» **TASK**
Copy all lines in the data that contain the string "Taxqueña".

» **PROVIDED DATA**

_____

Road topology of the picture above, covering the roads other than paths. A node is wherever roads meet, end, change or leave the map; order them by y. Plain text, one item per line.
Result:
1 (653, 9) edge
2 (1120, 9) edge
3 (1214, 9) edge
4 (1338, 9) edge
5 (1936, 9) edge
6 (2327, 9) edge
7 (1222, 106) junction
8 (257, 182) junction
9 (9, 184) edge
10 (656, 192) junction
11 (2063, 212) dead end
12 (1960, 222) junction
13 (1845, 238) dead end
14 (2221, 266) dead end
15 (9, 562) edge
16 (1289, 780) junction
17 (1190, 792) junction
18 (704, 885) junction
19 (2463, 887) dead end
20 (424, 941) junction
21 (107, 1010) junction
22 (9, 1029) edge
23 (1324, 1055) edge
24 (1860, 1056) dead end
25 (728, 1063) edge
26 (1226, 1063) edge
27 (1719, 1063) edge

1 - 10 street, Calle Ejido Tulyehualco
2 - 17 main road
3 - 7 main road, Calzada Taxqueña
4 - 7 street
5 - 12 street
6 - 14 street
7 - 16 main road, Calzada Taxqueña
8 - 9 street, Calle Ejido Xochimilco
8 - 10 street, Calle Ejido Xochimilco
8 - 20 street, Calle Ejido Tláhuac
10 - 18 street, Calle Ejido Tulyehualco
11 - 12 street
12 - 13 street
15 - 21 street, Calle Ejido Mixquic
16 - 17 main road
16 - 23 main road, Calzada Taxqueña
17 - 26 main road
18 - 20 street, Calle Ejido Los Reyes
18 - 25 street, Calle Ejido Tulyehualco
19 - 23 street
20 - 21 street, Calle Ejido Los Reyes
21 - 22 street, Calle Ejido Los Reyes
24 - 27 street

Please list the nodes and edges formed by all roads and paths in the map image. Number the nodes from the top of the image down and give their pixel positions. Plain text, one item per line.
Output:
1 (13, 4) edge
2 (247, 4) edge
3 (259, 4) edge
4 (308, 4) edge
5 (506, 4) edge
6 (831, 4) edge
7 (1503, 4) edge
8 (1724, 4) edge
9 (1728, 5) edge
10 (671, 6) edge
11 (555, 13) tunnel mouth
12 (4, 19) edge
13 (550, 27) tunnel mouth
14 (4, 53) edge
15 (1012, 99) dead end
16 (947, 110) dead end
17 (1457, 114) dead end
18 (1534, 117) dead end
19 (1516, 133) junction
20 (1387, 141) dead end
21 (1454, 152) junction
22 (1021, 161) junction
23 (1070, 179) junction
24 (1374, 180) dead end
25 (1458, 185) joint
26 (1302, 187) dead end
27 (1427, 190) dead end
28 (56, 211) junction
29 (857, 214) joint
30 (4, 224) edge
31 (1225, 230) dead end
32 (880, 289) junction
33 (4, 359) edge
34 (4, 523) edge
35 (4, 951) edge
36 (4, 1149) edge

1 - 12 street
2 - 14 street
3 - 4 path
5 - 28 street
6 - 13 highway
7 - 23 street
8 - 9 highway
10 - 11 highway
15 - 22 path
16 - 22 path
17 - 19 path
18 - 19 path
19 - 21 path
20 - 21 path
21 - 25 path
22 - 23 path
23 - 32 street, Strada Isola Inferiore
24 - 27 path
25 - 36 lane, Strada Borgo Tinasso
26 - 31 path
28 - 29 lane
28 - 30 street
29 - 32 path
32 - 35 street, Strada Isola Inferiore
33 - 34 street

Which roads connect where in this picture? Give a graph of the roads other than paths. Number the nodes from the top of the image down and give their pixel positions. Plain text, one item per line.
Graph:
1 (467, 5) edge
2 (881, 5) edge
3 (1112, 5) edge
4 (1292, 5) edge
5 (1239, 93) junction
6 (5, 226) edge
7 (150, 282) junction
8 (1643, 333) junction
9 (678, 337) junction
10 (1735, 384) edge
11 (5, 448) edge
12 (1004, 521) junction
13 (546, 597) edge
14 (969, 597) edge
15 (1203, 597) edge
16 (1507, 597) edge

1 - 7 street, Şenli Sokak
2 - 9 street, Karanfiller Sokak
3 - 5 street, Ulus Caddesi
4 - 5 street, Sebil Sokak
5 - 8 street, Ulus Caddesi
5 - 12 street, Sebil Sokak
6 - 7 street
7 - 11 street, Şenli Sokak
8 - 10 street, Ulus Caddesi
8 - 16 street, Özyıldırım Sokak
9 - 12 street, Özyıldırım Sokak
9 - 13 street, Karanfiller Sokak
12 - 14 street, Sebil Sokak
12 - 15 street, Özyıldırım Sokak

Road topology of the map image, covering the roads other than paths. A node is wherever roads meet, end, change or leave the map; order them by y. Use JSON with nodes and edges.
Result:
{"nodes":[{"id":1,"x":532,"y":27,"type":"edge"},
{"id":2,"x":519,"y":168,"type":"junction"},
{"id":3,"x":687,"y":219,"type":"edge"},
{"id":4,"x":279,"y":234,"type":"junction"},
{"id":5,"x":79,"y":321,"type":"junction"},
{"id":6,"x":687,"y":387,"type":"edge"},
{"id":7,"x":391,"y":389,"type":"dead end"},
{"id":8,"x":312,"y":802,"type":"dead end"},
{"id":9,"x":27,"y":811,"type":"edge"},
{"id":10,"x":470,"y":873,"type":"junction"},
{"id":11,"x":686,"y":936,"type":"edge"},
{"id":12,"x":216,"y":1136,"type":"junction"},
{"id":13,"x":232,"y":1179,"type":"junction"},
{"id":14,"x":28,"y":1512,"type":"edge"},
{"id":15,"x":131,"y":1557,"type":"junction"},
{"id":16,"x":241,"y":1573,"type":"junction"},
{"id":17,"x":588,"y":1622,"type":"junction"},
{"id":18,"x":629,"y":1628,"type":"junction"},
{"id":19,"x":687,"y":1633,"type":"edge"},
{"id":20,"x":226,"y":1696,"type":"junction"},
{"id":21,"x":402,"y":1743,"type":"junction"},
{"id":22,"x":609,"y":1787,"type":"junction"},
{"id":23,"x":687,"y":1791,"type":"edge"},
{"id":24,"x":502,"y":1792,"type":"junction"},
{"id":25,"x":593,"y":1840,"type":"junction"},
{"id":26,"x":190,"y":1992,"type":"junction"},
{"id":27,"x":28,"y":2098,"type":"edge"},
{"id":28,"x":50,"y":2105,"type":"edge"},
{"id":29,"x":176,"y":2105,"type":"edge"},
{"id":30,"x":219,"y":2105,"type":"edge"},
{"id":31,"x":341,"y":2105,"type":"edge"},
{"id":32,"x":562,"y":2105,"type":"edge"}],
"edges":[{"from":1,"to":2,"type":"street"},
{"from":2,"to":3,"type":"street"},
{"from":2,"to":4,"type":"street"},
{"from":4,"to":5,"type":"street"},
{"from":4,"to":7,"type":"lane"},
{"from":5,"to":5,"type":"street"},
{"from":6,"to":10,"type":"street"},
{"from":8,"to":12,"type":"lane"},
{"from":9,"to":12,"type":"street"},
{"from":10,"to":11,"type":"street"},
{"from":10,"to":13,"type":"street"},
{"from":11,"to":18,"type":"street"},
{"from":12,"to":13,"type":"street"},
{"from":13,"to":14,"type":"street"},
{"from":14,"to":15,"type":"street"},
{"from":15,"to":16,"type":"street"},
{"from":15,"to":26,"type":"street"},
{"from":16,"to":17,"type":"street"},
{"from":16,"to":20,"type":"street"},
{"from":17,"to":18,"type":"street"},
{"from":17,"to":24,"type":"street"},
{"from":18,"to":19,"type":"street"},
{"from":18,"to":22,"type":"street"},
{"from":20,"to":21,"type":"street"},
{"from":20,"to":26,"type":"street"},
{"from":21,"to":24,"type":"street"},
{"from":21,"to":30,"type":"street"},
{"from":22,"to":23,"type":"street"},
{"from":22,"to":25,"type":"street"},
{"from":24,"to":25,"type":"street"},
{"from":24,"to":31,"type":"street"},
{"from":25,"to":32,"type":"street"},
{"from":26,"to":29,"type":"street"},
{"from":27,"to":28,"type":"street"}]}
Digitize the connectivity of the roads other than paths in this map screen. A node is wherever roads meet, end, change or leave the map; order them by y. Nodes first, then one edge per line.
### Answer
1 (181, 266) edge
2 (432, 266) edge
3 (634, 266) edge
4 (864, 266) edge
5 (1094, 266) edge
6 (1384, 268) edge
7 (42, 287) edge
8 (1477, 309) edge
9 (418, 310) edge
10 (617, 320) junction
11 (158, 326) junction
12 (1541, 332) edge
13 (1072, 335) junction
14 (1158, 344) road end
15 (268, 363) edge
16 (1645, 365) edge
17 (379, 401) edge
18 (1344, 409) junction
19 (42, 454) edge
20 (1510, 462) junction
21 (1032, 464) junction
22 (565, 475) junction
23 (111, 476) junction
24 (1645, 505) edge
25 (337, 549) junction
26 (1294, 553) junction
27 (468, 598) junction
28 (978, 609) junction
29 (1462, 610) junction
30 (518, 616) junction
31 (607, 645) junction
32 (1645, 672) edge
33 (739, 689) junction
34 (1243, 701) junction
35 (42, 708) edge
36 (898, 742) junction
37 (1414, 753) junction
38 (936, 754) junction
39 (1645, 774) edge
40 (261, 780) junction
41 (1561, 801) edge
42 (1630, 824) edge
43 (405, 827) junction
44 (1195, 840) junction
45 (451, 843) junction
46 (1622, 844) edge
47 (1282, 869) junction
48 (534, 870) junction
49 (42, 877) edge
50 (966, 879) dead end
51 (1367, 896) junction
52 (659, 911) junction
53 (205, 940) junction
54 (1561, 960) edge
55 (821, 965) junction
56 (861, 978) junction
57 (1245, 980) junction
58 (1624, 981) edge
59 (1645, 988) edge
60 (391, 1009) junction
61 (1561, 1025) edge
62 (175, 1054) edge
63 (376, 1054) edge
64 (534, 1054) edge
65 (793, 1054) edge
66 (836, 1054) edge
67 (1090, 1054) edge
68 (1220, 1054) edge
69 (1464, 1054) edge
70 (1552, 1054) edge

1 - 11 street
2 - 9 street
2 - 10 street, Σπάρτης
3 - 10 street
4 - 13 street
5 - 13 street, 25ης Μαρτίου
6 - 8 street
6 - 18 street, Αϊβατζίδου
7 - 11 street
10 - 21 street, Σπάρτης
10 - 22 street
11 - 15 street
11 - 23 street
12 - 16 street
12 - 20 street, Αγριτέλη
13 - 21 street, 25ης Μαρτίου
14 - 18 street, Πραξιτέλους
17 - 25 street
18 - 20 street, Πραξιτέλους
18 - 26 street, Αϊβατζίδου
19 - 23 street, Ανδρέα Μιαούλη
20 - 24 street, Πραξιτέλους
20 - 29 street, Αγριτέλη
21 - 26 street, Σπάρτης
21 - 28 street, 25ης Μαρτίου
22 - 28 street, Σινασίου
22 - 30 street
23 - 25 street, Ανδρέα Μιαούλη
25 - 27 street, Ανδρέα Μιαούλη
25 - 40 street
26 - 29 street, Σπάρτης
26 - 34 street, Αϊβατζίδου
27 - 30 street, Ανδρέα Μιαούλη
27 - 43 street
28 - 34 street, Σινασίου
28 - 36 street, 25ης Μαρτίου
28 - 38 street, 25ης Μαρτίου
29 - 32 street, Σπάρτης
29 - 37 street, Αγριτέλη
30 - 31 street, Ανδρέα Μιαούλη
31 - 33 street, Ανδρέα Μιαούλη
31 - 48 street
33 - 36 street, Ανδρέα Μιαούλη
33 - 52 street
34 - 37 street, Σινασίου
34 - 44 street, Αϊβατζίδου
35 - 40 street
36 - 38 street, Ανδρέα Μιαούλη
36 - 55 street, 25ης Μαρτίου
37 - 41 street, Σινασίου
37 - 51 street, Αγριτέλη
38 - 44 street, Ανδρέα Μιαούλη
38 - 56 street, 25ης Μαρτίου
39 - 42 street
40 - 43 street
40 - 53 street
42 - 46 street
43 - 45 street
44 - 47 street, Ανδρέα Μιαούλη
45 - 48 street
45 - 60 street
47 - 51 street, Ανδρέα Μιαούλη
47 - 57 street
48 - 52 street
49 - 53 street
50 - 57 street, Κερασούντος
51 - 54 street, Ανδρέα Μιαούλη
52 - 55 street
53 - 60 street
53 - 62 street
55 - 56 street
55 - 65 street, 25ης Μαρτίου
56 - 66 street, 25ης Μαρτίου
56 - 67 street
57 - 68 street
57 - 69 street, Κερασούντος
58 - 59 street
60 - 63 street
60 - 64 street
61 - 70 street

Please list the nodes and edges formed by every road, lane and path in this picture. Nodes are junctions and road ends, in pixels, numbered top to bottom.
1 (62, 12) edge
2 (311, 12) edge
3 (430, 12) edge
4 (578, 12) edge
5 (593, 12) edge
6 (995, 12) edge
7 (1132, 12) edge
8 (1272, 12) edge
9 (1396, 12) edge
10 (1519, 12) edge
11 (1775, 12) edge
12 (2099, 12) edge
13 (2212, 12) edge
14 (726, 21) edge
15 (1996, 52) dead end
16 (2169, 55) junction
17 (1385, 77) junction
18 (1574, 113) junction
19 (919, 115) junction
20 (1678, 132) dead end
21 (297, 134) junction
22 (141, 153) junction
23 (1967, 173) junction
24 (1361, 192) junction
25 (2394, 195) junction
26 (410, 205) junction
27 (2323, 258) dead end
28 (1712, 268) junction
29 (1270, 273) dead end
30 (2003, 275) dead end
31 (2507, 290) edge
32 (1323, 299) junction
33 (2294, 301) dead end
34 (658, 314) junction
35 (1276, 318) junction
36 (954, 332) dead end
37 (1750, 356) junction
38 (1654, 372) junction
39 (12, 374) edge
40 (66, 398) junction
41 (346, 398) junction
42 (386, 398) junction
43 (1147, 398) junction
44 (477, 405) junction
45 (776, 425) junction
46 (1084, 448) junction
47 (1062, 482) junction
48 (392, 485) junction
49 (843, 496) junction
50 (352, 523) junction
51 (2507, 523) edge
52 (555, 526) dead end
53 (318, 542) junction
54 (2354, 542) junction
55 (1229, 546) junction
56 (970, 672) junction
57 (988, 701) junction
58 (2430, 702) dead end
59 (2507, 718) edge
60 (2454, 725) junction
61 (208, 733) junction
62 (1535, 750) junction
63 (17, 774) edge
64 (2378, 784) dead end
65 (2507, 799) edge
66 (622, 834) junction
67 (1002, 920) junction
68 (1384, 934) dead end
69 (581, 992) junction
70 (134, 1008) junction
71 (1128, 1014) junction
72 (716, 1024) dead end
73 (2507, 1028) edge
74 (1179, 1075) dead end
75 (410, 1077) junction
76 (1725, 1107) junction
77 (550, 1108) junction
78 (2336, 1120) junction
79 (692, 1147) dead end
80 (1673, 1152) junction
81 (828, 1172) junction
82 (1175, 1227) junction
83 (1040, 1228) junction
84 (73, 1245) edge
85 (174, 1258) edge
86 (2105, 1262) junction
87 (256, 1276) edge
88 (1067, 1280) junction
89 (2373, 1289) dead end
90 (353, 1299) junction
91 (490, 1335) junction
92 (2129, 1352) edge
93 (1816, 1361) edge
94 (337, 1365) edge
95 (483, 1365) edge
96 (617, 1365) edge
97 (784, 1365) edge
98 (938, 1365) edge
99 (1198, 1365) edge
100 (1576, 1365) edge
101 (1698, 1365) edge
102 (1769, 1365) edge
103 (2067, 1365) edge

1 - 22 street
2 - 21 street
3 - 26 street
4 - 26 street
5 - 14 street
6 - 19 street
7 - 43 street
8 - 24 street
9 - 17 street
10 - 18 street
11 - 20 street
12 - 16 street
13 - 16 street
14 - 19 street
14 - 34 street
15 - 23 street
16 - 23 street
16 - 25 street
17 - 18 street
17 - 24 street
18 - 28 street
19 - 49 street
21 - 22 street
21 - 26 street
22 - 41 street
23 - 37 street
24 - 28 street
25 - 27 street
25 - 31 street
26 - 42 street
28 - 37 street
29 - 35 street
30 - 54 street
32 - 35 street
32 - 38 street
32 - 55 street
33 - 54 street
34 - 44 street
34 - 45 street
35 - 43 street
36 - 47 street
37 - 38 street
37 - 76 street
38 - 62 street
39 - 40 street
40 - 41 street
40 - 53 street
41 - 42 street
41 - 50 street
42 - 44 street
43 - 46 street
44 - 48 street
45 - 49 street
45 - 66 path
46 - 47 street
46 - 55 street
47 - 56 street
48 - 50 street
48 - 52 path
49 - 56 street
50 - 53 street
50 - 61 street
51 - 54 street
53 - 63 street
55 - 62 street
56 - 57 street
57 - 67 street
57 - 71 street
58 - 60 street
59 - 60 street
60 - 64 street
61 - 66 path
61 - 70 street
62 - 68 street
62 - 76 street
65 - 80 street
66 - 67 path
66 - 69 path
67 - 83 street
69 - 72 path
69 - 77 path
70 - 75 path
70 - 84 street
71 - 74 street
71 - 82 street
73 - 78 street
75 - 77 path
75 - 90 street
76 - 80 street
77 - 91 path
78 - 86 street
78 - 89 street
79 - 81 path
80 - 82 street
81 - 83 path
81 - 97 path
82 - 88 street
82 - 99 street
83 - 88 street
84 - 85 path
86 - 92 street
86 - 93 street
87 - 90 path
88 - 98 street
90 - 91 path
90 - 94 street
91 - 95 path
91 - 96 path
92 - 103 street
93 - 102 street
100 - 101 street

_____

» **COMPLETED TASK**
3 - 7 main road, Calzada Taxqueña
7 - 16 main road, Calzada Taxqueña
16 - 23 main road, Calzada Taxqueña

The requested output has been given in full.